I sigh and without even turning 'round say loudly "I'm a nurse"
"Oh! Right! 'Course you are! Well, I mean, I'm in pain, is there anything I can have? I mean, doctors wouldn't know about that, would they?"
Charleen's unintentional Uriah Heep impression doesn't warm the cockles of my heart. She came to us ?Pancreatitis ?EtOH abuse, known ex-IVDU. Now I am not the kind to refuse analgesia to anyone - pain is pain, you can't judge another person's pain, period - but there is something frankly funny about someone who can sleep all morning after their a.m. methadone and then be unfortunate enough to wake with "terrible pain" in their abdomen and an accompanying limp that seems to have manifest itself. Luckily for Charleen, she IS able to have some Oxynorm. It is as much as I can do, not to roll my eyes to show my lack of surprise.

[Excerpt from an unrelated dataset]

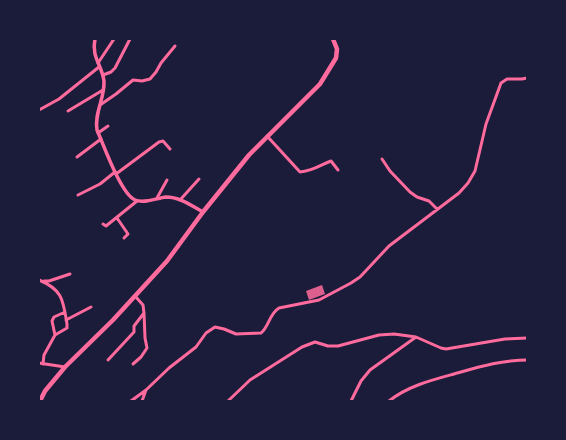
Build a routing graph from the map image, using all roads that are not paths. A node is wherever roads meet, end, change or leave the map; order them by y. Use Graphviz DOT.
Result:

As I say, pain is pain. I do not tarry to get someone pain-killers, even the more suspect actors amongst our current crop of patients. I do, however, find it rather tiring when people make these grandiose shows of how they are in pain and can't I do something, please, and oh it must have been 2 hours/ 4 hours/ 6 hours since their last dose of oxynorm/ morphine/ diamorphine etc. etc. Just tell me you're in pain. We both know that you've been watching the clock, that you know *exactly* when your last dose was and, yes, that paracetamol will in no way improve the terrible and sudden pain you are in.
Pain is, as my lecturers might have said, a vital sign and the symptoms of which vary from person to person, aetiology to aetiology. Maybe you really are in pain, maybe that potent opioid is just a bit moreish, honestly, I don't care if it's the latter. It just means that I have to go hunt down the CD key, another RN and interrupt whatever it is that I'm doing, so you may have to wait a bit.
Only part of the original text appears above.